Exercise instructions:
Transcribe, word for word and without additions, each line below from the one containing "522 624 moveto (50%) show" through the one containing "330 891 moveto (7) show", both ends included.

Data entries

####################

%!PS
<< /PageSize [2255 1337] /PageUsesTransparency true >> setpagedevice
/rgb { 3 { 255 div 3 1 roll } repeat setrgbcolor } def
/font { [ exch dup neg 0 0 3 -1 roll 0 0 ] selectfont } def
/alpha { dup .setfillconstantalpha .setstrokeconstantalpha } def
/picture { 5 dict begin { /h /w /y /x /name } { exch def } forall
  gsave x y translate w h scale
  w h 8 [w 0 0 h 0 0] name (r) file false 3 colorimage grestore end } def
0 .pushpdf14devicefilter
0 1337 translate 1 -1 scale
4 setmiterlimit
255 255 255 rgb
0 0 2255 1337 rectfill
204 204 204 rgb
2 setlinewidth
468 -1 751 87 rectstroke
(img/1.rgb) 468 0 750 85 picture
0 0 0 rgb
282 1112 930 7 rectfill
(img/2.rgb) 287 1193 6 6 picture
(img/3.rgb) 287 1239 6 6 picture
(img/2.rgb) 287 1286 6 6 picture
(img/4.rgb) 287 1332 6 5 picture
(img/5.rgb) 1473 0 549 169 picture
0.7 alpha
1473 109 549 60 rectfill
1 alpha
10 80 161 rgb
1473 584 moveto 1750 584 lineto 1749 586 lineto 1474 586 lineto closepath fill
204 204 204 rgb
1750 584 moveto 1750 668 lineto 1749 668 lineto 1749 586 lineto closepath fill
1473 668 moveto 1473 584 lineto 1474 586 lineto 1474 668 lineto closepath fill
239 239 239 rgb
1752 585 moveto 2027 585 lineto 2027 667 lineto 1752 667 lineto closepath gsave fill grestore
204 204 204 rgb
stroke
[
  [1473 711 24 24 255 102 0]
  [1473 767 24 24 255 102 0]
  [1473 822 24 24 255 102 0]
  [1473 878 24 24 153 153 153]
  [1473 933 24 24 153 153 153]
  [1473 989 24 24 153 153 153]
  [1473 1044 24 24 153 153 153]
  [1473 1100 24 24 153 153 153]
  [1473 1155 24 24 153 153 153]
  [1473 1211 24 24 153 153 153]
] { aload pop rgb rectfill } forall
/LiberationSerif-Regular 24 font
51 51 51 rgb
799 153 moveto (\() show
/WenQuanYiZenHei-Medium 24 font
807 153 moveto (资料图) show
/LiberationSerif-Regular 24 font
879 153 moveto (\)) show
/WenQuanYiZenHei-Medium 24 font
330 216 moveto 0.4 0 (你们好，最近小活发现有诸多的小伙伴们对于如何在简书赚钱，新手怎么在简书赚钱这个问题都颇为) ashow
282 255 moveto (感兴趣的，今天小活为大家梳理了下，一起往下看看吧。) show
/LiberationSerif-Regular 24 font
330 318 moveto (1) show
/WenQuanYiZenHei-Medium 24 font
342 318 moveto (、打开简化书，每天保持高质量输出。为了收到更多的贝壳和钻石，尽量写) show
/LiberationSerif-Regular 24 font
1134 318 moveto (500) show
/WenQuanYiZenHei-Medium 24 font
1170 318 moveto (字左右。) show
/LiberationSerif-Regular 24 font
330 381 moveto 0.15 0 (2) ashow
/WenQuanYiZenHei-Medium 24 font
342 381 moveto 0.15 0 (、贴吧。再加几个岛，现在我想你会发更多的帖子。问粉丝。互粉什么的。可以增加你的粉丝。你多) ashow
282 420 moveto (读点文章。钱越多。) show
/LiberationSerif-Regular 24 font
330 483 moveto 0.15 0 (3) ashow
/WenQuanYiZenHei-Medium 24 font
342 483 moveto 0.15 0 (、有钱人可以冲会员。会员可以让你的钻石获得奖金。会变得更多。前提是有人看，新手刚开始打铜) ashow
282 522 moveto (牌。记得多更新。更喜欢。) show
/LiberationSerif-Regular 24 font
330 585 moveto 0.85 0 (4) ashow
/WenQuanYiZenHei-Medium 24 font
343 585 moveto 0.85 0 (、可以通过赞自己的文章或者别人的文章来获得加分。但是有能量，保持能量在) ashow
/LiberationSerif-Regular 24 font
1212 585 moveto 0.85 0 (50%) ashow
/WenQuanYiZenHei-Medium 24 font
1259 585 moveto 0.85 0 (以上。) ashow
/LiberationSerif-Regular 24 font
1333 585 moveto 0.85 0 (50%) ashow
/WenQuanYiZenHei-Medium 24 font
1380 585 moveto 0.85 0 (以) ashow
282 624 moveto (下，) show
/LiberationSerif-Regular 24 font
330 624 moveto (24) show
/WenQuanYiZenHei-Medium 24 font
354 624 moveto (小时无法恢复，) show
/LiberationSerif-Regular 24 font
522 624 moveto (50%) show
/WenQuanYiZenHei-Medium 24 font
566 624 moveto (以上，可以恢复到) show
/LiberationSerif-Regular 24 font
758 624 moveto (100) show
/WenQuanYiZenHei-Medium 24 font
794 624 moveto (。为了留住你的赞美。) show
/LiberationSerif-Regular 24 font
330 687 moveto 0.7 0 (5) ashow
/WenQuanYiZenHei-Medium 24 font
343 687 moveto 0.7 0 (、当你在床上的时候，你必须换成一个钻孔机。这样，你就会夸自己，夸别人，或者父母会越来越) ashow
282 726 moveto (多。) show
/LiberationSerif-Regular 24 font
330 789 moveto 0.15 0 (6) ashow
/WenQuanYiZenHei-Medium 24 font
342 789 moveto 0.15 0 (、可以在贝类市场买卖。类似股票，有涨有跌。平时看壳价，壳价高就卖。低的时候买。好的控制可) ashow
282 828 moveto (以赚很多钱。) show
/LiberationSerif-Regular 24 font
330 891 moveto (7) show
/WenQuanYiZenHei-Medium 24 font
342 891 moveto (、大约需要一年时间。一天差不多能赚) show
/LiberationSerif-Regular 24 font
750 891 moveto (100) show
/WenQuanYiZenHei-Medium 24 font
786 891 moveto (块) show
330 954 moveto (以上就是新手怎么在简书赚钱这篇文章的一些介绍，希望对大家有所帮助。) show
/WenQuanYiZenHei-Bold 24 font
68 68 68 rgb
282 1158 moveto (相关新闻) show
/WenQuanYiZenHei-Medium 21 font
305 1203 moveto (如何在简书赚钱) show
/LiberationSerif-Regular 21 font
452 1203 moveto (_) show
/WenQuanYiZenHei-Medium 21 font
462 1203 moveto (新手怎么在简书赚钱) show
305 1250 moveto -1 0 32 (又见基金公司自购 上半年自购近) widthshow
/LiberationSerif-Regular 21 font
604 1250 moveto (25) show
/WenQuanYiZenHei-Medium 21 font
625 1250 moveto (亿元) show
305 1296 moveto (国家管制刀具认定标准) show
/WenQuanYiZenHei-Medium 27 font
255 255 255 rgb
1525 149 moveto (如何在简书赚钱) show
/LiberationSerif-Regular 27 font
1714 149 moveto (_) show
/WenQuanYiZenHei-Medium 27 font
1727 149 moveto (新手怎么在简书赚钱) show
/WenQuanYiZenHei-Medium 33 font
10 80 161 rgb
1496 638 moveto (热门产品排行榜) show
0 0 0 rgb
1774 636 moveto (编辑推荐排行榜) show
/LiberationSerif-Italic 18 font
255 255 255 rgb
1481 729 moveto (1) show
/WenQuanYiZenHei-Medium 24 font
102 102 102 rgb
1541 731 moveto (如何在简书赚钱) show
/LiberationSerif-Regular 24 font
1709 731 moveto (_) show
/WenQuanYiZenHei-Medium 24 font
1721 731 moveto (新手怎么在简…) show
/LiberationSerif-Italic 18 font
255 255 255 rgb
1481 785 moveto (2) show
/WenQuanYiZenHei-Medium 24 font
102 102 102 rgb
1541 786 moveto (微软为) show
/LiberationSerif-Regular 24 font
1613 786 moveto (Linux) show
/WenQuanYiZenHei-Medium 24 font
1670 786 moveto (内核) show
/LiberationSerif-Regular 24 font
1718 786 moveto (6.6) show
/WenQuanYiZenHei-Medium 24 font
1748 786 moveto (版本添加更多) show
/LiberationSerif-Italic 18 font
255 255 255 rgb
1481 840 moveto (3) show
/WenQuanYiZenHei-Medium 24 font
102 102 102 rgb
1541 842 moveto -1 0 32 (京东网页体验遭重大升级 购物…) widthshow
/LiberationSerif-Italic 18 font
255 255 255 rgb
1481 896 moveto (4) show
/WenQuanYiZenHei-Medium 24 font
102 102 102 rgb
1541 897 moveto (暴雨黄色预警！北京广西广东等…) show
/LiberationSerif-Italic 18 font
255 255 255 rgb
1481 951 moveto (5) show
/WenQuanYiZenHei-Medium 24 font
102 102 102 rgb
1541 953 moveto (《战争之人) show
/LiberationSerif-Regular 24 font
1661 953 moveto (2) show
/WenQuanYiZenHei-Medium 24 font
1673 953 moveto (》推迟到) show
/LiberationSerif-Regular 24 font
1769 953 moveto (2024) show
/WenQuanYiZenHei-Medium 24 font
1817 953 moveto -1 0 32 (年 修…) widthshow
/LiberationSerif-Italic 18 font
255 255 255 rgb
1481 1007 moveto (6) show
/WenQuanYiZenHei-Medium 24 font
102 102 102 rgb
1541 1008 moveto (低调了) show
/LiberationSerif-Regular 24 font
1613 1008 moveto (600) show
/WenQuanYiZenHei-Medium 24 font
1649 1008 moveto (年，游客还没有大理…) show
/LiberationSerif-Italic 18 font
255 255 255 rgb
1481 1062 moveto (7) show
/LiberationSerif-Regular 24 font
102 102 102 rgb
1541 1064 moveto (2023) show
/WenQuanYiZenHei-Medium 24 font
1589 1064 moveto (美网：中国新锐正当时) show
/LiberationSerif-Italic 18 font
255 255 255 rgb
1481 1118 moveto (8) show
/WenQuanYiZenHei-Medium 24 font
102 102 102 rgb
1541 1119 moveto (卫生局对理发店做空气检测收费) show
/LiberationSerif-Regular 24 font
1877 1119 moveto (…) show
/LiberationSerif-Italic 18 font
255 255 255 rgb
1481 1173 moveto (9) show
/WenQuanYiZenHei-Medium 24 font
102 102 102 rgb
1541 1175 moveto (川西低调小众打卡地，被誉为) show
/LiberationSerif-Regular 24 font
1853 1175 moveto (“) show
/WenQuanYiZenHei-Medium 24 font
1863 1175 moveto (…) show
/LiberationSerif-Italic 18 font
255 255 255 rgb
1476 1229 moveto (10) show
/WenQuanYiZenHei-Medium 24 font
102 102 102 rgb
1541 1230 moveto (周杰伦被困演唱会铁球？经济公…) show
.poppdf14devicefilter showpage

####################

Exercise result:
522 624 moveto (50%) show
/WenQuanYiZenHei-Medium 24 font
566 624 moveto (以上，可以恢复到) show
/LiberationSerif-Regular 24 font
758 624 moveto (100) show
/WenQuanYiZenHei-Medium 24 font
794 624 moveto (。为了留住你的赞美。) show
/LiberationSerif-Regular 24 font
330 687 moveto 0.7 0 (5) ashow
/WenQuanYiZenHei-Medium 24 font
343 687 moveto 0.7 0 (、当你在床上的时候，你必须换成一个钻孔机。这样，你就会夸自己，夸别人，或者父母会越来越) ashow
282 726 moveto (多。) show
/LiberationSerif-Regular 24 font
330 789 moveto 0.15 0 (6) ashow
/WenQuanYiZenHei-Medium 24 font
342 789 moveto 0.15 0 (、可以在贝类市场买卖。类似股票，有涨有跌。平时看壳价，壳价高就卖。低的时候买。好的控制可) ashow
282 828 moveto (以赚很多钱。) show
/LiberationSerif-Regular 24 font
330 891 moveto (7) show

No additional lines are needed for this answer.